**YOUR INSTRUCTIONS:** Check every line of the material below, and show those that contain "Midlake".

**INFORMATION:**
—————
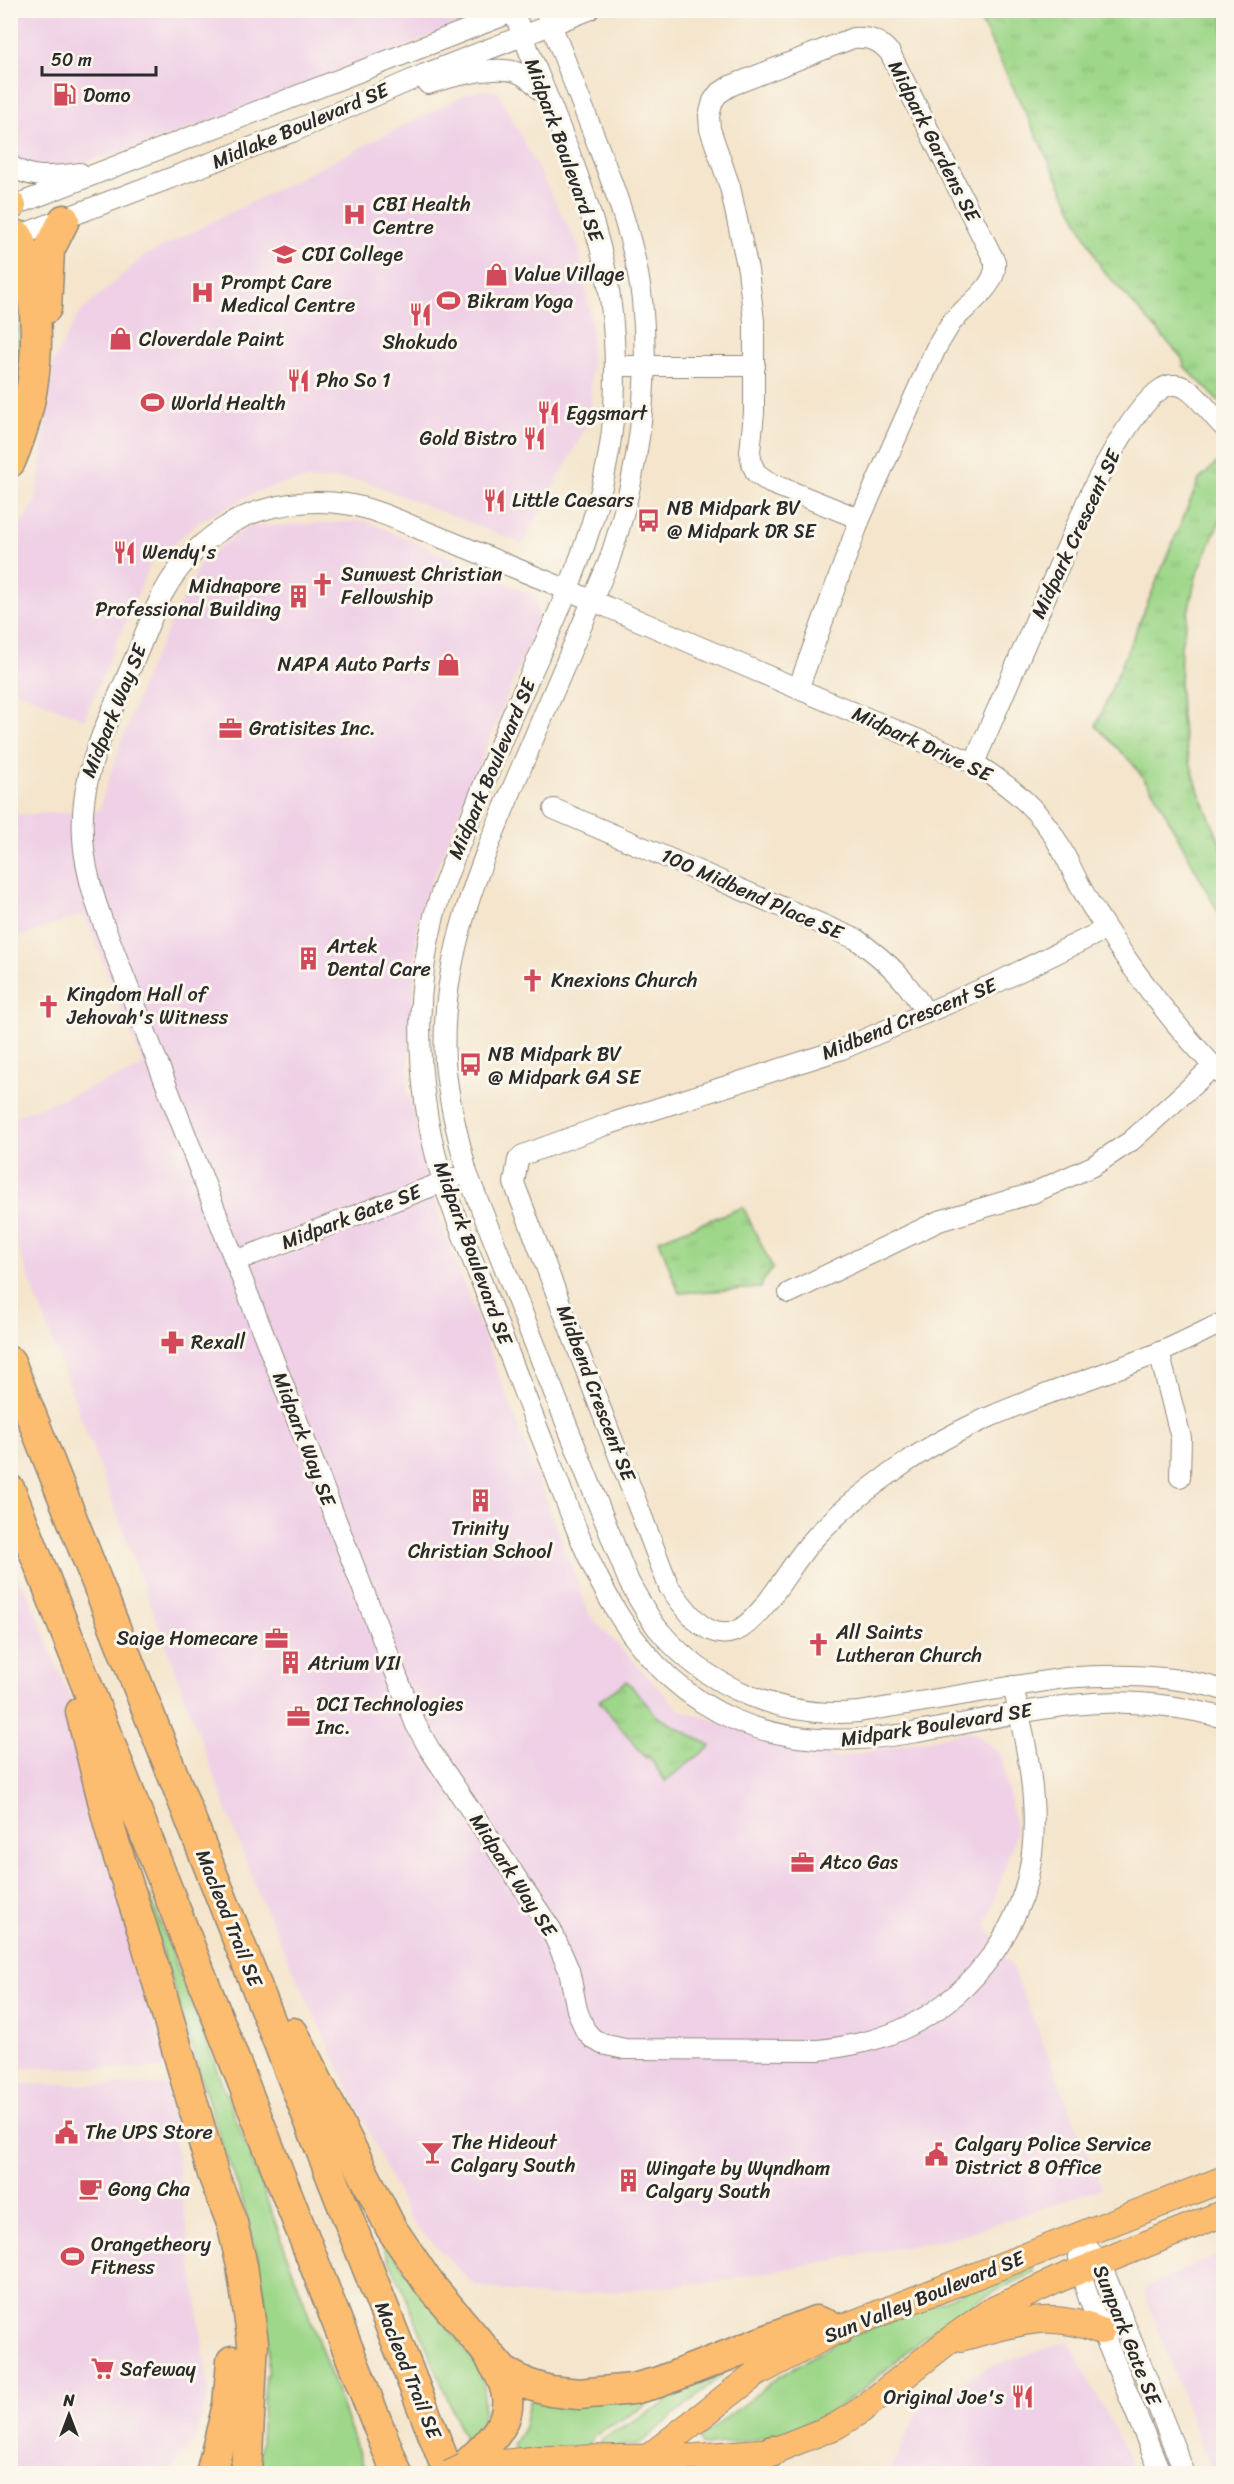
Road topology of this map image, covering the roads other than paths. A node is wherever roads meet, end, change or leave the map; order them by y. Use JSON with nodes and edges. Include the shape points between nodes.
{"nodes":[{"id":1,"x":589,"y":10,"type":"edge"},
{"id":2,"x":515,"y":11,"type":"edge"},
{"id":3,"x":548,"y":17,"type":"edge"},
{"id":4,"x":522,"y":35,"type":"junction"},
{"id":5,"x":548,"y":102,"type":"junction"},
{"id":6,"x":327,"y":116,"type":"junction"},
{"id":7,"x":10,"y":165,"type":"edge"},
{"id":8,"x":107,"y":171,"type":"junction"},
{"id":9,"x":12,"y":219,"type":"edge"},
{"id":10,"x":64,"y":220,"type":"junction"},
{"id":11,"x":38,"y":333,"type":"junction"},
{"id":12,"x":615,"y":366,"type":"junction"},
{"id":13,"x":645,"y":366,"type":"junction"},
{"id":14,"x":755,"y":366,"type":"junction"},
{"id":15,"x":1224,"y":428,"type":"edge"},
{"id":16,"x":10,"y":462,"type":"edge"},
{"id":17,"x":860,"y":519,"type":"junction"},
{"id":18,"x":567,"y":590,"type":"junction"},
{"id":19,"x":592,"y":601,"type":"junction"},
{"id":20,"x":798,"y":689,"type":"junction"},
{"id":21,"x":974,"y":763,"type":"junction"},
{"id":22,"x":554,"y":809,"type":"dead end"},
{"id":23,"x":1106,"y":929,"type":"junction"},
{"id":24,"x":927,"y":1013,"type":"junction"},
{"id":25,"x":1219,"y":1072,"type":"edge"},
{"id":26,"x":467,"y":1173,"type":"junction"},
{"id":27,"x":443,"y":1182,"type":"junction"},
{"id":28,"x":235,"y":1261,"type":"junction"},
{"id":29,"x":789,"y":1293,"type":"dead end"},
{"id":30,"x":1224,"y":1322,"type":"edge"},
{"id":31,"x":1159,"y":1352,"type":"junction"},
{"id":32,"x":10,"y":1362,"type":"edge"},
{"id":33,"x":1180,"y":1477,"type":"dead end"},
{"id":34,"x":10,"y":1490,"type":"edge"},
{"id":35,"x":47,"y":1582,"type":"junction"},
{"id":36,"x":1013,"y":1686,"type":"junction"},
{"id":37,"x":1224,"y":1690,"type":"edge"},
{"id":38,"x":1019,"y":1713,"type":"junction"},
{"id":39,"x":1224,"y":1718,"type":"edge"},
{"id":40,"x":203,"y":1853,"type":"junction"},
{"id":41,"x":213,"y":2174,"type":"junction"},
{"id":42,"x":1224,"y":2180,"type":"edge"},
{"id":43,"x":1224,"y":2213,"type":"edge"},
{"id":44,"x":1077,"y":2236,"type":"junction"},
{"id":45,"x":1090,"y":2266,"type":"junction"},
{"id":46,"x":321,"y":2281,"type":"junction"},
{"id":47,"x":839,"y":2329,"type":"junction"},
{"id":48,"x":1101,"y":2331,"type":"junction"},
{"id":49,"x":947,"y":2342,"type":"junction"},
{"id":50,"x":486,"y":2352,"type":"junction"},
{"id":51,"x":773,"y":2451,"type":"junction"},
{"id":52,"x":639,"y":2465,"type":"edge"},
{"id":53,"x":454,"y":2471,"type":"edge"},
{"id":54,"x":211,"y":2474,"type":"edge"},
{"id":55,"x":246,"y":2474,"type":"edge"},
{"id":56,"x":380,"y":2474,"type":"edge"},
{"id":57,"x":397,"y":2474,"type":"edge"},
{"id":58,"x":717,"y":2474,"type":"edge"},
{"id":59,"x":1161,"y":2474,"type":"edge"},
{"id":60,"x":1185,"y":2474,"type":"edge"}],
"edges":[{"from":1,"to":3,"type":"street","name":"Midlake Boulevard SE"},
{"from":2,"to":4,"type":"street","name":"Midpark Boulevard SE"},
{"from":2,"to":8,"type":"street","name":"Midlake Boulevard SE"},
{"from":3,"to":4,"type":"street","name":"Midlake Boulevard SE"},
{"from":3,"to":13,"type":"street","name":"Midpark Boulevard SE","via":[[623,214],[642,300]]},
{"from":4,"to":5,"type":"street","name":"Midpark Boulevard SE"},
{"from":4,"to":6,"type":"street","name":"Midlake Boulevard SE"},
{"from":5,"to":6,"type":"street","via":[[533,82],[519,73],[502,70],[434,82]]},
{"from":5,"to":12,"type":"street","name":"Midpark Boulevard SE","via":[[601,247],[611,303]]},
{"from":6,"to":10,"type":"street","name":"Midlake Boulevard SE"},
{"from":7,"to":8,"type":"street","via":[[25,174],[43,177]]},
{"from":8,"to":9,"type":"street","name":"Midlake Boulevard SE"},
{"from":9,"to":10,"type":"street","name":"Midlake Boulevard SE"},
{"from":9,"to":11,"type":"highway","via":[[27,267]]},
{"from":10,"to":11,"type":"highway","via":[[50,250],[45,318]]},
{"from":11,"to":16,"type":"highway","via":[[26,418]]},
{"from":12,"to":13,"type":"street"},
{"from":12,"to":18,"type":"street","name":"Midpark Boulevard SE","via":[[615,405],[607,465]]},
{"from":13,"to":14,"type":"street"},
{"from":13,"to":19,"type":"street","name":"Midpark Boulevard SE","via":[[636,463],[621,525]]},
{"from":14,"to":17,"type":"street","name":"Midpark Gardens SE","via":[[750,452],[756,473],[770,483]]},
{"from":14,"to":17,"type":"street","name":"Midpark Gardens SE","via":[[748,270],[730,187],[710,129],[710,108],[718,94],[730,86],[853,38],[875,40],[890,53],[995,262],[996,271],[936,348]]},
{"from":15,"to":21,"type":"street","name":"Midpark Crescent SE","via":[[1185,388],[1174,385],[1164,387],[1129,425],[1090,494]]},
{"from":17,"to":20,"type":"street","name":"Midpark Gardens SE"},
{"from":18,"to":19,"type":"street","name":"Midpark Drive SE"},
{"from":18,"to":27,"type":"street","name":"Midpark Boulevard SE","via":[[462,837],[431,931],[420,1009],[421,1062]]},
{"from":18,"to":28,"type":"street","name":"Midpark Way SE","via":[[360,507],[303,503],[258,512],[226,527],[193,553],[163,594],[90,765],[81,818],[83,854],[99,911]]},
{"from":19,"to":20,"type":"street","name":"Midpark Drive SE"},
{"from":19,"to":26,"type":"street","name":"Midpark Boulevard SE","via":[[487,848],[461,921],[449,980],[446,1061]]},
{"from":20,"to":21,"type":"street","name":"Midpark Drive SE"},
{"from":21,"to":23,"type":"street","name":"Midpark Drive SE","via":[[1008,785],[1051,831]]},
{"from":22,"to":24,"type":"street","name":"100 Midbend Place SE","via":[[856,939],[895,969]]},
{"from":23,"to":24,"type":"street","name":"Midbend Crescent SE"},
{"from":23,"to":25,"type":"street","name":"Midpark Drive SE","via":[[1128,963]]},
{"from":24,"to":31,"type":"street","name":"Midbend Crescent SE","via":[[842,1049],[603,1126],[518,1160],[514,1183],[669,1587],[706,1630],[733,1632],[749,1624],[827,1524],[921,1452],[1012,1407]]},
{"from":25,"to":29,"type":"street","via":[[1093,1166],[1033,1193],[939,1221]]},
{"from":26,"to":27,"type":"street","name":"Midpark Gate SE"},
{"from":26,"to":36,"type":"street","name":"Midpark Boulevard SE","via":[[629,1582],[657,1627],[685,1656],[739,1691],[789,1708],[825,1713],[883,1709]]},
{"from":27,"to":28,"type":"street","name":"Midpark Gate SE"},
{"from":27,"to":38,"type":"street","name":"Midpark Boulevard SE","via":[[599,1578],[621,1622],[655,1666],[685,1692],[726,1716],[772,1733],[812,1740],[868,1739]]},
{"from":28,"to":38,"type":"street","name":"Midpark Way SE","via":[[416,1725],[551,1929],[569,1970],[582,2024],[602,2044],[650,2050],[819,2050],[888,2035],[912,2025],[945,2003],[995,1952],[1009,1928],[1028,1877],[1034,1810]]},
{"from":30,"to":31,"type":"street","name":"Midbend Crescent SE"},
{"from":31,"to":33,"type":"street","via":[[1181,1438]]},
{"from":32,"to":40,"type":"highway","name":"Macleod Trail SE"},
{"from":34,"to":35,"type":"highway"},
{"from":35,"to":41,"type":"highway","via":[[112,1836]]},
{"from":35,"to":46,"type":"highway"},
{"from":36,"to":37,"type":"street","name":"Midpark Boulevard SE","via":[[1064,1678],[1134,1676]]},
{"from":36,"to":38,"type":"street","name":"Midpark Way SE"},
{"from":38,"to":39,"type":"street","name":"Midpark Boulevard SE","via":[[1112,1703],[1165,1706]]},
{"from":40,"to":50,"type":"highway","via":[[391,2228],[429,2284]]},
{"from":40,"to":53,"type":"highway","name":"Macleod Trail SE"},
{"from":41,"to":54,"type":"highway","via":[[228,2268],[233,2356],[228,2405]]},
{"from":41,"to":55,"type":"highway","via":[[232,2223],[250,2313],[253,2342]]},
{"from":42,"to":44,"type":"main road","name":"Sun Valley Boulevard SE"},
{"from":43,"to":45,"type":"main road","name":"Sun Valley Boulevard SE"},
{"from":44,"to":45,"type":"street","name":"Sunpark Gate SE"},
{"from":44,"to":47,"type":"main road","name":"Sun Valley Boulevard SE"},
{"from":45,"to":48,"type":"street","name":"Sunpark Gate SE"},
{"from":45,"to":49,"type":"main road","name":"Sun Valley Boulevard SE","via":[[991,2311]]},
{"from":45,"to":60,"type":"street","name":"Sunpark Gate SE"},
{"from":46,"to":56,"type":"highway"},
{"from":46,"to":57,"type":"highway"},
{"from":47,"to":50,"type":"highway","via":[[816,2321],[659,2382],[608,2393],[550,2391],[527,2384],[504,2372]]},
{"from":47,"to":52,"type":"main road","name":"Sun Valley Boulevard SE","via":[[754,2375]]},
{"from":48,"to":49,"type":"main road","via":[[1072,2321],[1036,2319]]},
{"from":48,"to":59,"type":"street","name":"Sunpark Gate SE"},
{"from":49,"to":51,"type":"main road","name":"Sun Valley Boulevard SE","via":[[837,2426]]},
{"from":50,"to":53,"type":"highway","via":[[501,2375],[508,2408],[495,2437]]},
{"from":51,"to":52,"type":"main road","name":"Sun Valley Boulevard SE"},
{"from":51,"to":58,"type":"highway"},
{"from":52,"to":53,"type":"main road","name":"Sun Valley Boulevard SE","via":[[540,2459]]}]}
—————
**RESPONSE TO THE EXERCISE:**
"edges":[{"from":1,"to":3,"type":"street","name":"Midlake Boulevard SE"},
{"from":2,"to":8,"type":"street","name":"Midlake Boulevard SE"},
{"from":3,"to":4,"type":"street","name":"Midlake Boulevard SE"},
{"from":4,"to":6,"type":"street","name":"Midlake Boulevard SE"},
{"from":6,"to":10,"type":"street","name":"Midlake Boulevard SE"},
{"from":8,"to":9,"type":"street","name":"Midlake Boulevard SE"},
{"from":9,"to":10,"type":"street","name":"Midlake Boulevard SE"},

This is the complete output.